I am deep track lover and “Tea in the Sahara” might have started that tendency, I love this song. It was inspired by the Paul Bowles novel, “The Sheltering Sky.” The song unspools like a parable about the dangers of endlessly searching for the satisfaction of romantic yearning. This atmospheric song transports the listener to the desert where it suddenly becomes perfectly reasonable to desire a tea party. The track is filled with yearning and forlorn desire, which is ever to be thwarted as the naïve subjects of the tale will eternally seek the unfulfilled somewhat mad goal they have fixated upon. The hypnotic feeling of this track eases the listener off the heavy-hitting songs that have unspooled earlier. This song is about eccentric madness and obsession. The ice-cold chill of the track is melded with the throbbing heat of the desert creating a dreamy surreal surrounding. There is a great bass line that feeds the selection as Copeland marks time till the chorus and then makes his mark. The song gets under your skin and haunts you.

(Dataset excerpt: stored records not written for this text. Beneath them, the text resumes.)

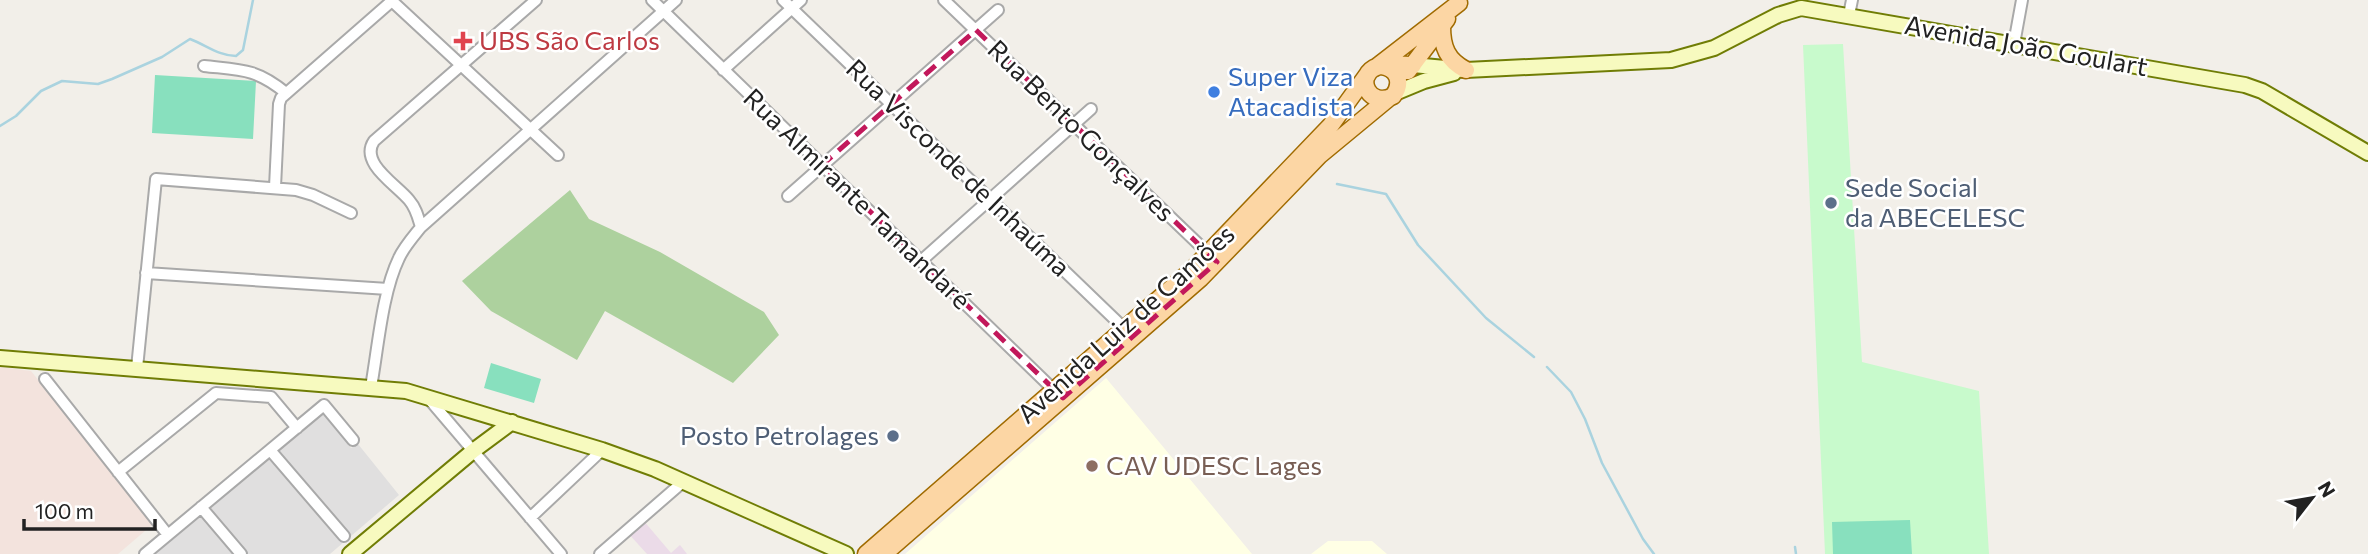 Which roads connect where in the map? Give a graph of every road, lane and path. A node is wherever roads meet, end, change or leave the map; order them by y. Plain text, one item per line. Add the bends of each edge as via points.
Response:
1 (393, 0) edge
2 (536, 0) edge
3 (652, 0) edge
4 (676, 0) edge
5 (801, 0) edge
6 (944, 0) edge
7 (1852, 0) edge
8 (2022, 0) edge
9 (1460, 1) edge
10 (787, 4) edge
11 (999, 10) dead end
12 (663, 11) junction
13 (1849, 15) junction
14 (1442, 26) junction
15 (975, 30) junction
16 (2014, 44) junction
17 (461, 65) junction
18 (1413, 65) junction
19 (204, 66) dead end
20 (723, 69) junction
21 (1374, 70) junction
22 (1466, 71) junction
23 (1394, 92) junction
24 (286, 93) junction
25 (891, 104) junction
26 (1091, 109) dead end
27 (1073, 124) junction
28 (530, 130) junction
29 (2368, 153) edge
30 (558, 156) dead end
31 (822, 165) junction
32 (275, 187) junction
33 (788, 196) dead end
34 (990, 199) junction
35 (351, 213) dead end
36 (421, 227) junction
37 (1213, 258) junction
38 (921, 261) junction
39 (146, 273) junction
40 (388, 289) junction
41 (1129, 332) junction
42 (0, 358) edge
43 (137, 368) junction
44 (45, 379) dead end
45 (371, 387) junction
46 (1058, 394) junction
47 (426, 395) junction
48 (512, 422) junction
49 (298, 428) junction
50 (353, 440) dead end
51 (270, 450) junction
52 (602, 450) junction
53 (473, 451) junction
54 (118, 472) junction
55 (684, 481) junction
56 (201, 507) junction
57 (530, 518) junction
58 (168, 535) junction
59 (344, 537) dead end
60 (159, 550) edge
61 (358, 552) edge
62 (145, 554) edge
63 (242, 554) edge
64 (561, 554) edge
65 (600, 554) edge
66 (846, 554) edge
67 (866, 554) edge
68 (884, 554) edge

1 - 17 street
1 - 24 street
2 - 17 street
3 - 12 street, Rua Almirante Tamandaré
4 - 12 street
5 - 10 street
6 - 15 street, Rua Bento Gonçalves
7 - 13 street
8 - 16 street
9 - 14 main road, Avenida Luiz de Camões
9 - 21 main road, Avenida Luiz de Camões
10 - 20 street
10 - 25 street, Rua Visconde de Inhaúma
11 - 15 street
12 - 20 street, Rua Almirante Tamandaré
12 - 28 street
13 - 16 street, Avenida João Goulart
13 - 22 street, Avenida João Goulart via 1790,10 1714,48 1671,60
14 - 18 main road, Avenida Luiz de Camões
14 - 22 main road via 1448,57
15 - 25 street
15 - 27 street, Rua Bento Gonçalves
16 - 29 street, Avenida João Goulart via 2245,85
17 - 28 street
17 - 36 street via 374,141 369,154 409,200
18 - 21 main road
18 - 22 street, Avenida João Goulart
18 - 23 main road, Avenida Luiz de Camões
19 - 24 street via 257,73
20 - 31 street, Rua Almirante Tamandaré
21 - 23 main road via 1386,67 1395,74
21 - 23 main road via 1365,85 1369,94 1378,99
21 - 37 main road, Avenida Luiz de Camões
22 - 23 street, Avenida João Goulart
23 - 37 main road, Avenida Luiz de Camões via 1320,155
24 - 32 street via 279,104
25 - 31 street
25 - 34 street, Rua Visconde de Inhaúma
26 - 27 street
27 - 34 street
27 - 37 street, Rua Bento Gonçalves
28 - 30 street
28 - 36 street
31 - 33 street
31 - 38 street, Rua Almirante Tamandaré
32 - 35 street via 313,195
32 - 39 street via 156,179
34 - 38 street
34 - 41 street, Rua Visconde de Inhaúma
36 - 40 street via 399,257
37 - 41 main road, Avenida Luiz de Camões
38 - 46 street, Rua Almirante Tamandaré
39 - 40 street
39 - 43 street
40 - 45 street
41 - 46 main road, Avenida Luiz de Camões
42 - 43 street
43 - 45 street
44 - 54 street
45 - 47 street
46 - 67 main road, Avenida Luiz de Camões
46 - 68 main road, Avenida Luiz de Camões
47 - 48 street
47 - 53 street
48 - 52 street
48 - 53 street
49 - 50 street via 324,405
49 - 51 street
49 - 54 street via 271,397 216,393
51 - 56 street
51 - 59 street
52 - 55 street
52 - 57 street
53 - 57 street
53 - 61 street
54 - 58 street
55 - 65 street
55 - 66 street
56 - 58 street
56 - 63 street
57 - 64 street
58 - 60 street
60 - 62 street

“Murder by Numbers” was a bonus track initially on the US version of the release that was eventually added internationally. The song’s narrator is a serial killer who coldly explains how he came to murder and why he continues. The track indicts faceless governments and officials who kill at will with the blood-curdling description, “…but you can reach the top of your profession if you become the leader of the land. For murder is the sport of the elected you don’t need to lift a finger of your hand.” Sting delivers a song that spoke to bloodlust, the idea of being one of the elect and again the concept of madness in its ultimate representation. The delivery was tongue and cheek much like Edward Gorey’s “The Gashlycrumb Tinies” and was effective in getting its point across. This sardonic track is the last original entry into The Police discography and made even more poignant by the clapping at the outré. It was a flash of positive in a very dark and gripping release.

Most people know what transpired in the near future after the dust settled with the release of “Synchronicity”. The band would acquire the top perch in the world of Rock Music as undeniable leaders. They would attempt a sixth album, however, the band’s fraught relationship with each other, which at the best of times was a clash of brilliant ambitious egos, would lead to the band breaking up officially in 1986. Sting would head off to his successful solo career; Stewart Copeland would continue to jump in and out of various musical projects landing successfully in producing. Andy Summers would record with various musicians like Robert Fripp and publish his photography. Time would eventually bring the band together from time to time, first on the last three stops of the Conspiracy of Hope Amnesty International Tour in 1986 and then a The Police reunion tour that the band swears was a one-off in 2007. I guess fans were foolish to think that the super concentration of musical brilliance the likes of the three members of The Police could last, like some kind of comet they were destined to burn out. But what an album they released before they parted. “Synchronicity” would prove to be an intricate combination of dazzling sonics, glacial doom and pop hooks. Sadly too often its magnificence is overshadowed by the never-ending question of what might have been if The Police has remained operational.

When you move beyond that question it is apparent the release deserves appreciation for what it was and it is a masterwork. It defined the musical zeitgeist of the era challenging future artists to match and exceed its vision and brilliance. If you have never listened to the album please make sure to avail yourself before you exit this world. I can attest to its power as personally “Synchronicity” set me off on my own musical journey ever so long ago and that journey continues today; thanks Sting, Stewart and Andy, I am eternally in your debt.